Transcribe each line of the material as it is, and drop any picture.

- _THE DATA_:
○ ○ ○ ○ ○

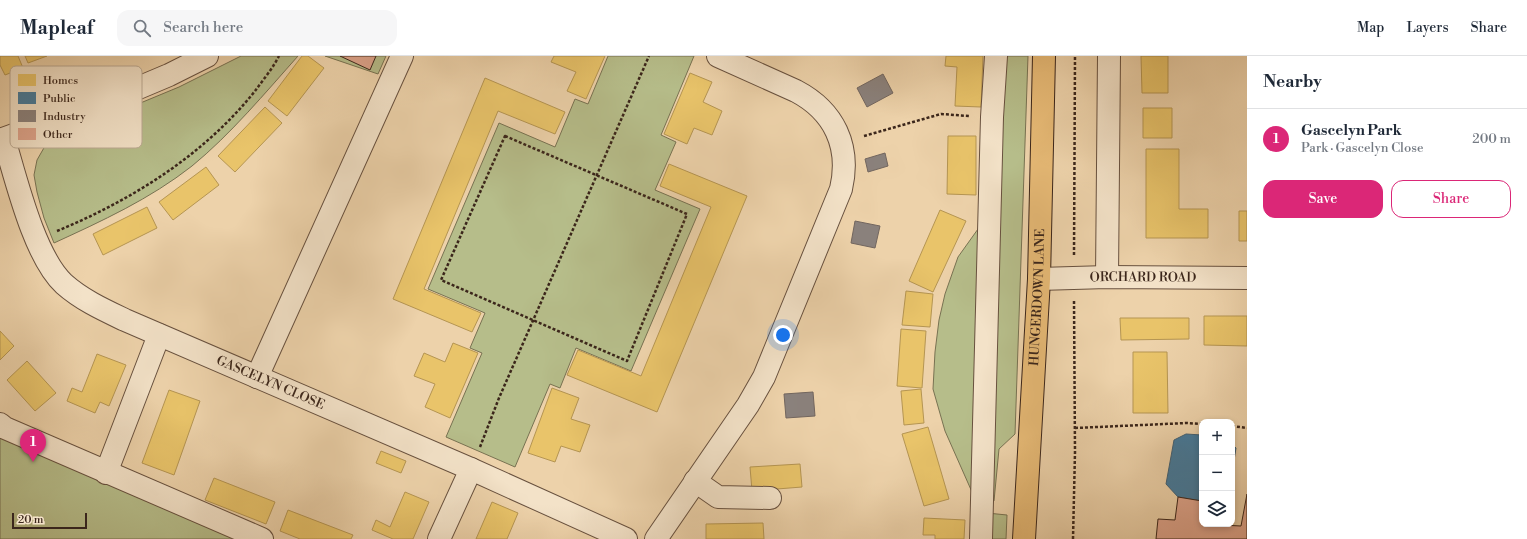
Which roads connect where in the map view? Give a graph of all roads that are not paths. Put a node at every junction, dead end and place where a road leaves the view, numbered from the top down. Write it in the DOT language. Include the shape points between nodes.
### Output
graph roads {
  1 [pos="207,56"];
  2 [pos="402,56"];
  3 [pos="718,56"];
  4 [pos="996,56"];
  5 [pos="1044,56"];
  6 [pos="1109,56"];
  7 [pos="142,86"];
  8 [pos="2,139"];
  9 [pos="1107,277"];
  10 [pos="1247,278"];
  11 [pos="1039,280"];
  12 [pos="159,335"];
  13 [pos="257,376"];
  14 [pos="0,424"];
  15 [pos="471,469"];
  16 [pos="106,473"];
  17 [pos="695,482"];
  18 [pos="770,498"];
  19 [pos="262,539"];
  20 [pos="439,539"];
  21 [pos="626,539"];
  22 [pos="656,539"];
  23 [pos="981,539"];
  24 [pos="1024,539"];
  1 -- 7 [label="street"];
  2 -- 13 [label="street"];
  3 -- 17 [label="street" via="806,97 822,109 838,135 844,165 841,189 764,377 748,405"];
  4 -- 23 [label="street" via="992,117"];
  5 -- 11 [label="main road, HUNGERDOWN LANE"];
  6 -- 9 [label="street"];
  8 -- 12 [label="street, GASCELYN CLOSE" via="37,239 55,274 86,301"];
  9 -- 10 [label="street, ORCHARD ROAD"];
  9 -- 11 [label="street, ORCHARD ROAD"];
  11 -- 24 [label="main road, HUNGERDOWN LANE"];
  12 -- 13 [label="street, GASCELYN CLOSE"];
  12 -- 16 [label="street"];
  13 -- 15 [label="street, GASCELYN CLOSE"];
  14 -- 16 [label="street"];
  15 -- 20 [label="street"];
  15 -- 21 [label="street, GASCELYN CLOSE"];
  16 -- 19 [label="street"];
  17 -- 18 [label="street" via="718,497"];
  17 -- 22 [label="street"];
}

○ ○ ○ ○ ○

- _SOLVED EXERCISE_:
Which roads connect where in the map view? Give a graph of all roads that are not paths. Put a node at every junction, dead end and place where a road leaves the view, numbered from the top down. Write it in the DOT language. Include the shape points between nodes.
### Output
graph roads {
  1 [pos="207,56"];
  2 [pos="402,56"];
  3 [pos="718,56"];
  4 [pos="996,56"];
  5 [pos="1044,56"];
  6 [pos="1109,56"];
  7 [pos="142,86"];
  8 [pos="2,139"];
  9 [pos="1107,277"];
  10 [pos="1247,278"];
  11 [pos="1039,280"];
  12 [pos="159,335"];
  13 [pos="257,376"];
  14 [pos="0,424"];
  15 [pos="471,469"];
  16 [pos="106,473"];
  17 [pos="695,482"];
  18 [pos="770,498"];
  19 [pos="262,539"];
  20 [pos="439,539"];
  21 [pos="626,539"];
  22 [pos="656,539"];
  23 [pos="981,539"];
  24 [pos="1024,539"];
  1 -- 7 [label="street"];
  2 -- 13 [label="street"];
  3 -- 17 [label="street" via="806,97 822,109 838,135 844,165 841,189 764,377 748,405"];
  4 -- 23 [label="street" via="992,117"];
  5 -- 11 [label="main road, HUNGERDOWN LANE"];
  6 -- 9 [label="street"];
  8 -- 12 [label="street, GASCELYN CLOSE" via="37,239 55,274 86,301"];
  9 -- 10 [label="street, ORCHARD ROAD"];
  9 -- 11 [label="street, ORCHARD ROAD"];
  11 -- 24 [label="main road, HUNGERDOWN LANE"];
  12 -- 13 [label="street, GASCELYN CLOSE"];
  12 -- 16 [label="street"];
  13 -- 15 [label="street, GASCELYN CLOSE"];
  14 -- 16 [label="street"];
  15 -- 20 [label="street"];
  15 -- 21 [label="street, GASCELYN CLOSE"];
  16 -- 19 [label="street"];
  17 -- 18 [label="street" via="718,497"];
  17 -- 22 [label="street"];
}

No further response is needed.